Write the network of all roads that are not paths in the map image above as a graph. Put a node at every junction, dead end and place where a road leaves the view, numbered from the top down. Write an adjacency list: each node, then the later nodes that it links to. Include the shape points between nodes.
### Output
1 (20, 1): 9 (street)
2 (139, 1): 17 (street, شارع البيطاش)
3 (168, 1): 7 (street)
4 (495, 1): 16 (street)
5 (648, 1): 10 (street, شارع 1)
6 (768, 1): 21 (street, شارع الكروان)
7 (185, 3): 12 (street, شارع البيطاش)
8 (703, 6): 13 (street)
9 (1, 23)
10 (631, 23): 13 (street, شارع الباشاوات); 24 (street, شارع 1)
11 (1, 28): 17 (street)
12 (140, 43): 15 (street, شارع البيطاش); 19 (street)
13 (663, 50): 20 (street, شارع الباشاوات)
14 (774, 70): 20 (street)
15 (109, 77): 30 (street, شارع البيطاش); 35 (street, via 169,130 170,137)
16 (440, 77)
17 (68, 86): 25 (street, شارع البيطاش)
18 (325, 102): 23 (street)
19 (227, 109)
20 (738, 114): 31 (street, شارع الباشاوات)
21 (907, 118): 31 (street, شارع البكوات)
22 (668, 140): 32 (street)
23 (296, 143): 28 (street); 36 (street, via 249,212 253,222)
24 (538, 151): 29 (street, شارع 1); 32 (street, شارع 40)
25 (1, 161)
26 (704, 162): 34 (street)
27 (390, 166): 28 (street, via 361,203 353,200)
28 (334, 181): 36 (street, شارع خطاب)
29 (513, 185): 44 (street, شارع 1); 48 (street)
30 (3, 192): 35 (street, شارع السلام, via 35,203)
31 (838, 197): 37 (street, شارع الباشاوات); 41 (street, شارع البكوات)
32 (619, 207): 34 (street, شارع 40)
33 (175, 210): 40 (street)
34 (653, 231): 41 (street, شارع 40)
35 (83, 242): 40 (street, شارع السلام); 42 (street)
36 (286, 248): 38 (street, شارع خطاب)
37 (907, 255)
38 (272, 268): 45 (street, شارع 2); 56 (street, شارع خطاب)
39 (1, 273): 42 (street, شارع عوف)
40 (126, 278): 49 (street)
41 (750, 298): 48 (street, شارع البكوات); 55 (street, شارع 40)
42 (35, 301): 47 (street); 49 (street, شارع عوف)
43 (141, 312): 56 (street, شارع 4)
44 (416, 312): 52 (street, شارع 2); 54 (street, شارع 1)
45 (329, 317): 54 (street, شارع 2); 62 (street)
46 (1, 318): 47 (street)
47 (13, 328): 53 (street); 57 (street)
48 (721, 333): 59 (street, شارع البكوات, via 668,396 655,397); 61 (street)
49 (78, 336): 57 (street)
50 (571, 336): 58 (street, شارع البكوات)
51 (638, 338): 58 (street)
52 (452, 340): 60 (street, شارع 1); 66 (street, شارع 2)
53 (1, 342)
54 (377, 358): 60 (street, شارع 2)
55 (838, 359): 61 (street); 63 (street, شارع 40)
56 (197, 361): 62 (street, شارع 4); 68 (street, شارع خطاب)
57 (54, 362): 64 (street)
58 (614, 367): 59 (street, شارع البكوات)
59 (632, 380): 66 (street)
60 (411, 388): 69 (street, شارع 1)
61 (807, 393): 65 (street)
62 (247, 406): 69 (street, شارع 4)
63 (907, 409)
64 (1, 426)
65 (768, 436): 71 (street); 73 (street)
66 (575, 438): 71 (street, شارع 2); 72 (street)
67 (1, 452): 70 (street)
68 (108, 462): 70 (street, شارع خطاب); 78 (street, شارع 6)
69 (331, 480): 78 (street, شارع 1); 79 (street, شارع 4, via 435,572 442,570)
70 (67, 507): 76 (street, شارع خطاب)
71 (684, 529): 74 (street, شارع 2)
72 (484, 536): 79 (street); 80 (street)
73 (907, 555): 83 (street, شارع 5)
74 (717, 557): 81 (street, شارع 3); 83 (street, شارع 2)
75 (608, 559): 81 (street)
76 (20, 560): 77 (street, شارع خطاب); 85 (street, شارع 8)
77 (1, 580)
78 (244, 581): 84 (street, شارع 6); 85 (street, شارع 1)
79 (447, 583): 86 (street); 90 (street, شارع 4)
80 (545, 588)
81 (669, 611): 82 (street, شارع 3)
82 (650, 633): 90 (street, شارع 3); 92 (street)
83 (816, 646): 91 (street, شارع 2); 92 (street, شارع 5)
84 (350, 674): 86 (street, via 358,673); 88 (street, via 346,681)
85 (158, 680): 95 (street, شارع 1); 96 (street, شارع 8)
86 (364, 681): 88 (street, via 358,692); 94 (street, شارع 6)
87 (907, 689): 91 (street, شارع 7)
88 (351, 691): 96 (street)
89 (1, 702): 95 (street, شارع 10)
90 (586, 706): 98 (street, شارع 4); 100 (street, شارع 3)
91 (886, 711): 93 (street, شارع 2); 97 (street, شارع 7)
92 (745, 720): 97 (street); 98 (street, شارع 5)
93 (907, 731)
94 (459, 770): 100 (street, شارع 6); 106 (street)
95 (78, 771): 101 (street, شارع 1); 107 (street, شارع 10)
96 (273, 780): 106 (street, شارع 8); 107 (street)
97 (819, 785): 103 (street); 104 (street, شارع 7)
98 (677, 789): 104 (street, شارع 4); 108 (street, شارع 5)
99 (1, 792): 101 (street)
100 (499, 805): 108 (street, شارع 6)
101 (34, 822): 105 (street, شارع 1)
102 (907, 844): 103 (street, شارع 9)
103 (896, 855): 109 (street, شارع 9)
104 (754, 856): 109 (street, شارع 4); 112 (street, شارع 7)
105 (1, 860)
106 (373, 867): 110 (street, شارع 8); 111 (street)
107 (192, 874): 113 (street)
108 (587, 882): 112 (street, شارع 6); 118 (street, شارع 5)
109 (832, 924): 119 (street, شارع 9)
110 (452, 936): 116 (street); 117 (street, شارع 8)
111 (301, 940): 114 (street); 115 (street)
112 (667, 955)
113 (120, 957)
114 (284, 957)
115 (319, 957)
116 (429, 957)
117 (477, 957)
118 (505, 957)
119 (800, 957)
——————
» Task directions:
Show the lines above with "السلام".

» Finished task:
30 (3, 192): 35 (street, شارع السلام, via 35,203)
35 (83, 242): 40 (street, شارع السلام); 42 (street)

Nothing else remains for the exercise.